**TASK:**
If a line in the records below contains "Avenue", copy that line.

**DATA SHOWN:**

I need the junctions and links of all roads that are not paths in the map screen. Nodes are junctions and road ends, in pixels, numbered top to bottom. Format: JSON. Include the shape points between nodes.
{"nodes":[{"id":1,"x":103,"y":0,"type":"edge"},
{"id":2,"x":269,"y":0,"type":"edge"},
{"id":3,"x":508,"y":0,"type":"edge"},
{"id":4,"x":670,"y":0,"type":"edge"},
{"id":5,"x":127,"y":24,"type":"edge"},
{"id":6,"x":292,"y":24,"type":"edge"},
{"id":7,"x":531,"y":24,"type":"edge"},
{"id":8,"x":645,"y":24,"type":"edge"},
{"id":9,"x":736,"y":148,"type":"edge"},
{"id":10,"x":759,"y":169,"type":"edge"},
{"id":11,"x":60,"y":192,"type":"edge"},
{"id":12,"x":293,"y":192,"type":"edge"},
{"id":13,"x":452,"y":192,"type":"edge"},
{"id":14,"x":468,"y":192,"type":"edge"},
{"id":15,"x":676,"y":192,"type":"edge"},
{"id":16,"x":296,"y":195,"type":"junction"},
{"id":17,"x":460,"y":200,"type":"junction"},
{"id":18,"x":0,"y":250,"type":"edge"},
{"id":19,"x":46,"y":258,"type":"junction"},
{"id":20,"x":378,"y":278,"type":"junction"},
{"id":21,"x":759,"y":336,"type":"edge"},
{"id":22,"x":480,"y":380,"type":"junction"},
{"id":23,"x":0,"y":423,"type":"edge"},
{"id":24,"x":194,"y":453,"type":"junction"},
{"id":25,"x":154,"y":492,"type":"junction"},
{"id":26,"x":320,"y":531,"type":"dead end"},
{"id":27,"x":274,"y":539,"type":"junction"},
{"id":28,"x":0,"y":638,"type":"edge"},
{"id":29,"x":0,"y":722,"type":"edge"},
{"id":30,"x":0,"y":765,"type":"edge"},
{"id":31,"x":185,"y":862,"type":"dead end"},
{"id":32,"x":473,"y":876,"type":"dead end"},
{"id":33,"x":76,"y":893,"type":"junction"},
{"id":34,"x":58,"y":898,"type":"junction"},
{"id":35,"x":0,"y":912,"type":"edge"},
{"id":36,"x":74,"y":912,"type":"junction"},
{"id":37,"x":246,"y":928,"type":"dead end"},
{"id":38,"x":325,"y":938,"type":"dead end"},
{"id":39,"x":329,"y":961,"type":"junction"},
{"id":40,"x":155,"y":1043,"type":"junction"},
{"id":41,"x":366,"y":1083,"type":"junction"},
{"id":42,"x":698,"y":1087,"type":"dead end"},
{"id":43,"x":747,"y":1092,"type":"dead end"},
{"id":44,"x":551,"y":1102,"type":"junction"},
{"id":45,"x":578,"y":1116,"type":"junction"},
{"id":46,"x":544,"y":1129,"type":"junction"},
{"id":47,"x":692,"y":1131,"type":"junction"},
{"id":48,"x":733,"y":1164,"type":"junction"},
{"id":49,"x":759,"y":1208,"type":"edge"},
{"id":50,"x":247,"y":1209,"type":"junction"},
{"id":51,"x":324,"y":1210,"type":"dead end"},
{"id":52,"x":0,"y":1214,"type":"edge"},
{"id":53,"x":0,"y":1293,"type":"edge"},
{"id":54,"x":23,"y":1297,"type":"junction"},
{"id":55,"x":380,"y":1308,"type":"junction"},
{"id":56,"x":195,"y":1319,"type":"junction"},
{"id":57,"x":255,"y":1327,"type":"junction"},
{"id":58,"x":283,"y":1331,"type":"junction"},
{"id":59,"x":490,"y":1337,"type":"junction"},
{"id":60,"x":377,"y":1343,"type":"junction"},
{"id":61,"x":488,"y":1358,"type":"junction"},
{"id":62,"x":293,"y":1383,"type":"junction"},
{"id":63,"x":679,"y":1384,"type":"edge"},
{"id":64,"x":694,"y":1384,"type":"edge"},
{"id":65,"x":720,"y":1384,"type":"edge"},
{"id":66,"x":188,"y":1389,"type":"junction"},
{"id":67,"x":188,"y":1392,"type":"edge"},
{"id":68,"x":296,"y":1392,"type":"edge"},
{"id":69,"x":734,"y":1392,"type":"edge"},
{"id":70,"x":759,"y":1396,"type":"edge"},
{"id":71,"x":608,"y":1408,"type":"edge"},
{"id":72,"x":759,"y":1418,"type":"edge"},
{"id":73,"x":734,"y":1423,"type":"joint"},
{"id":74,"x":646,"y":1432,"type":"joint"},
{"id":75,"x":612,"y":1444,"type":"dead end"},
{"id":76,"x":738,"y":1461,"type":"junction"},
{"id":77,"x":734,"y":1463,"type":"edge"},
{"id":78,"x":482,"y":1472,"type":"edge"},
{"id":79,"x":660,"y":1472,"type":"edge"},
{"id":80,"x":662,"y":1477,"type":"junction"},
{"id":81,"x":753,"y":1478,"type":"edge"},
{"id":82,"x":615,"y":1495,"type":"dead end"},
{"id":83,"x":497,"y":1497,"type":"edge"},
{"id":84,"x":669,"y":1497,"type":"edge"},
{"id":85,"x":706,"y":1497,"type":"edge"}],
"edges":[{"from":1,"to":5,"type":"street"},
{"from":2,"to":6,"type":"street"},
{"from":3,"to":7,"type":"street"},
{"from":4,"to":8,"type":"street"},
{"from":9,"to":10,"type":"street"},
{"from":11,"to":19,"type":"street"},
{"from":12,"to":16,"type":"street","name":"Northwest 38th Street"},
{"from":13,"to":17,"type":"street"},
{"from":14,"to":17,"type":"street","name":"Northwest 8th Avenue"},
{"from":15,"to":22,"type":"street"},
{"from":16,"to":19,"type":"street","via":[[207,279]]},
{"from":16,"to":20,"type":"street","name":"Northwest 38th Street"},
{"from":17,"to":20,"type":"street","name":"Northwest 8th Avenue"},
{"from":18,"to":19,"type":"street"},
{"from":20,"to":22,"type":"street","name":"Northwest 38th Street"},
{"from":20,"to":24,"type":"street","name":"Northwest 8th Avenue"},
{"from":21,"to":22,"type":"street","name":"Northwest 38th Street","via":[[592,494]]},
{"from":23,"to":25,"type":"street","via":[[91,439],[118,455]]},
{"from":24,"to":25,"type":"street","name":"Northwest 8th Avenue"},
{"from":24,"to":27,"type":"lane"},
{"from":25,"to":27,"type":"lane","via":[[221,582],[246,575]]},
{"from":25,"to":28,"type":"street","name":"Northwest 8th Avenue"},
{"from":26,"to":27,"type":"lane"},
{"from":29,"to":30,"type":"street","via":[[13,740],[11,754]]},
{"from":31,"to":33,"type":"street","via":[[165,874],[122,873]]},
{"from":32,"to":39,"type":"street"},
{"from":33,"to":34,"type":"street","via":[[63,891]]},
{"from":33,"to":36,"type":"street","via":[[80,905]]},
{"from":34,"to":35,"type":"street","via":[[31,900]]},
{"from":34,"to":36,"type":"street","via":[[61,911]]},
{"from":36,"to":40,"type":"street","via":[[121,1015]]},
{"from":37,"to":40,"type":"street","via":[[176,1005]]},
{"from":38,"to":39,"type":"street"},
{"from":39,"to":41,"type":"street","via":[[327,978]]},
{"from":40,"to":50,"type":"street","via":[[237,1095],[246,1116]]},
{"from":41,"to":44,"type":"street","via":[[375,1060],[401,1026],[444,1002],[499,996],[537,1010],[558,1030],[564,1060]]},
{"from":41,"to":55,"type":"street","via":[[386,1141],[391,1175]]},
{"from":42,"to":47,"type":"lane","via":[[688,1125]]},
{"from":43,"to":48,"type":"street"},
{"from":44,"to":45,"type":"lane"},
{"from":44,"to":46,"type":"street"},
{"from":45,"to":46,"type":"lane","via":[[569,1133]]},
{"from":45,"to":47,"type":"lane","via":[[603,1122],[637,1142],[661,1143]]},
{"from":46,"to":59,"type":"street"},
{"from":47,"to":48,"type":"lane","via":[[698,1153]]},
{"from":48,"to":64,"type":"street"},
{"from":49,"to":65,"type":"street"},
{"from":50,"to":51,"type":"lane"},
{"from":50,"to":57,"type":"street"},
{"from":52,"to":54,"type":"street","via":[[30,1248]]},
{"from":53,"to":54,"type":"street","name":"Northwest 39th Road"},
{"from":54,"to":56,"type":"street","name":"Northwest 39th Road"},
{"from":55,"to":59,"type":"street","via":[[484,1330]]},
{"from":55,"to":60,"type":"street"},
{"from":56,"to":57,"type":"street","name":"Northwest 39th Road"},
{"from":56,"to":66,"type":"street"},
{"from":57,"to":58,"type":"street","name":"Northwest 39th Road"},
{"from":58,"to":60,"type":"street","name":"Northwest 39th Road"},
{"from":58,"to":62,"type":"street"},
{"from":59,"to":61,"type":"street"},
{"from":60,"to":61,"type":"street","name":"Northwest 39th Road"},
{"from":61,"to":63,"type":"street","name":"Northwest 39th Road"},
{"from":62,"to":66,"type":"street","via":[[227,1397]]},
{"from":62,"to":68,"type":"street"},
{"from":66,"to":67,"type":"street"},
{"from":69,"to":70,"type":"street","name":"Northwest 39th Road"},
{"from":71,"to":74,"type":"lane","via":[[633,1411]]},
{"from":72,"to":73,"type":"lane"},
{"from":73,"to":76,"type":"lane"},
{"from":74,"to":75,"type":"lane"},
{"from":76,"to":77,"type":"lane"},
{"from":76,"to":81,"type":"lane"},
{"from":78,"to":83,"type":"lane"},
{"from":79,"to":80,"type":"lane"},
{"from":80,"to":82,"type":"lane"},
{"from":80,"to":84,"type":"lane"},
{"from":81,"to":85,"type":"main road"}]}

**EXERCISE SOLUTION:**
{"from":14,"to":17,"type":"street","name":"Northwest 8th Avenue"},
{"from":17,"to":20,"type":"street","name":"Northwest 8th Avenue"},
{"from":20,"to":24,"type":"street","name":"Northwest 8th Avenue"},
{"from":24,"to":25,"type":"street","name":"Northwest 8th Avenue"},
{"from":25,"to":28,"type":"street","name":"Northwest 8th Avenue"},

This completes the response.